Cardiac myosin inhibitors (CMIs), including mavacamten and aficamten, have demonstrated improvements in hemodynamics and symptoms in hypertrophic cardiomyopathy (HCM). However, observational data have suggested a potential increase in atrial fibrillation (AF) risk. A systematic review and random-effects meta-analysis of randomized controlled trials (RCTs) published in Journal of Cardiovascular Electrophysiology was conducted to evaluate incident AF risk with CMIs and to examine differences compared with real-world findings.

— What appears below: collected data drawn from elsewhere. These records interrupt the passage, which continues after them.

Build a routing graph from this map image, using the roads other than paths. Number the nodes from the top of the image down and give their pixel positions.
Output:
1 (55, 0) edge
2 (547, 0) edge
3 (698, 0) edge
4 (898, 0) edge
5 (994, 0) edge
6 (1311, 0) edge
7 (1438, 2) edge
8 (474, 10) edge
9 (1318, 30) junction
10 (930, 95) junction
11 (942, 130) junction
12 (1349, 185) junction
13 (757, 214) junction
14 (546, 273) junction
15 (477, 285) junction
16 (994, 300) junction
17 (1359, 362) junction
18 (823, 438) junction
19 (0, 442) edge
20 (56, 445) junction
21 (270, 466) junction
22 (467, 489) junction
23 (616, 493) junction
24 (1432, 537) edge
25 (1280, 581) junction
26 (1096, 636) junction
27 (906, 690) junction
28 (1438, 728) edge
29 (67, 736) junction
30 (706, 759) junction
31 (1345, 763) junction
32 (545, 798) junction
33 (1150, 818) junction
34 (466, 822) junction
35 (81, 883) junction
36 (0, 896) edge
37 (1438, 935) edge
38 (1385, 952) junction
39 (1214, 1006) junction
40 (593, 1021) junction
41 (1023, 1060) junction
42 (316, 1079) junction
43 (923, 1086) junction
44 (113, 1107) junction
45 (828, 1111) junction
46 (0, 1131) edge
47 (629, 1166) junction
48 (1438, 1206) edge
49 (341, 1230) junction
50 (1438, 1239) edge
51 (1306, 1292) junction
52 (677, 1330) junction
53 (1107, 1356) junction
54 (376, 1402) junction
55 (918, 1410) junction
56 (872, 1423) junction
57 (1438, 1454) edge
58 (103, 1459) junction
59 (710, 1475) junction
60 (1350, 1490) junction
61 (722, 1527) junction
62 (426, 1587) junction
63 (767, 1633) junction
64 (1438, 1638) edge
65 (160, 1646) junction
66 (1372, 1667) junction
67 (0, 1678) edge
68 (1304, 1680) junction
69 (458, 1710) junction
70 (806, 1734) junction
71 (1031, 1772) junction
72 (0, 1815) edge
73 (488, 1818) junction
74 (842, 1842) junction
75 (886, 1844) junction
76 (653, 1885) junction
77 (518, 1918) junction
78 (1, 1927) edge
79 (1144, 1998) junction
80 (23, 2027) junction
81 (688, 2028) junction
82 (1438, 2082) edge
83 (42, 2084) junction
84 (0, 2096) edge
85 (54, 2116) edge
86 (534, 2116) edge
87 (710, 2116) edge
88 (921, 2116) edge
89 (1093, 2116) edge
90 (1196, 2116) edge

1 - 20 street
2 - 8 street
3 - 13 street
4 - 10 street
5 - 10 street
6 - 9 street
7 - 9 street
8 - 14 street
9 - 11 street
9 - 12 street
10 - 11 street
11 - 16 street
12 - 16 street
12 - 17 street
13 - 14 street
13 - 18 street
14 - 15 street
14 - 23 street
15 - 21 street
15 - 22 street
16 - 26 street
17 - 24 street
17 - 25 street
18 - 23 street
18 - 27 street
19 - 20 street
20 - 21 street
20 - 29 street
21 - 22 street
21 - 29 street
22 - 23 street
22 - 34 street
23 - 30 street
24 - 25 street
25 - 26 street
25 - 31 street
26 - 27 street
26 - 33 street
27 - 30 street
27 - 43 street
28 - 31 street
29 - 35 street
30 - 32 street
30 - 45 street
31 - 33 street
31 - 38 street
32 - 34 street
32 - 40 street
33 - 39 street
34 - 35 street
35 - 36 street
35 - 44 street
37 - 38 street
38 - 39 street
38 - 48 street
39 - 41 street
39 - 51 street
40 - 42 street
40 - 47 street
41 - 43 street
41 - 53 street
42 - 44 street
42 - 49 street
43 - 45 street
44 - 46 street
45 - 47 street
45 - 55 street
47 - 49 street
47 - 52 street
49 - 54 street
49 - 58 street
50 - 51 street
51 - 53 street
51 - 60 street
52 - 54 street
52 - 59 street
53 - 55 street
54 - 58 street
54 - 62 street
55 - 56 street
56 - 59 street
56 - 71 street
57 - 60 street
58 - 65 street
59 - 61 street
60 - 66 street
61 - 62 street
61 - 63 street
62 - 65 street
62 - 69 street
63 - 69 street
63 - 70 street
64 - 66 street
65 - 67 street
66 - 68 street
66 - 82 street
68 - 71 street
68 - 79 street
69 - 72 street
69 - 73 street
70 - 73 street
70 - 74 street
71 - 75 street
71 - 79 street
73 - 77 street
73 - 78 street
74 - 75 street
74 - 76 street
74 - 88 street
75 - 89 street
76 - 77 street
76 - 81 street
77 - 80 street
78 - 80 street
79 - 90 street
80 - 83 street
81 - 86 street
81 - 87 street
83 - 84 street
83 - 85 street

A comprehensive search of MEDLINE, Scopus, and CENTRAL through November 25, 2025 identified eight RCTs (n=1581) comparing CMIs with placebo or active control. Event counts were pooled as risk ratios (RRs) with 95% confidence intervals. Across included trials, CMIs were not associated with increased AF risk (RR 1.11; 95% CI 0.62-1.98; I²=0%). Consistent findings were reported across CMI agents (mavacamten and aficamten) and across HCM subtypes, including obstructive and non-obstructive forms.

Trial eligibility criteria limited inclusion of higher-risk AF populations. Seven of eight RCTs excluded patients with uncontrolled, persistent, or permanent AF, five excluded paroxysmal AF at screening, and one excluded any prior AF history. Baseline left atrial enlargement was generally mild to moderate, suggesting underrepresentation of patients with advanced atrial remodeling. These factors may contribute to differences between RCT findings and observational reports.

Current randomized evidence does not indicate an increased AF risk with CMIs. Differences in patient selection and rhythm monitoring between RCTs and observational cohorts may contribute to these discrepancies.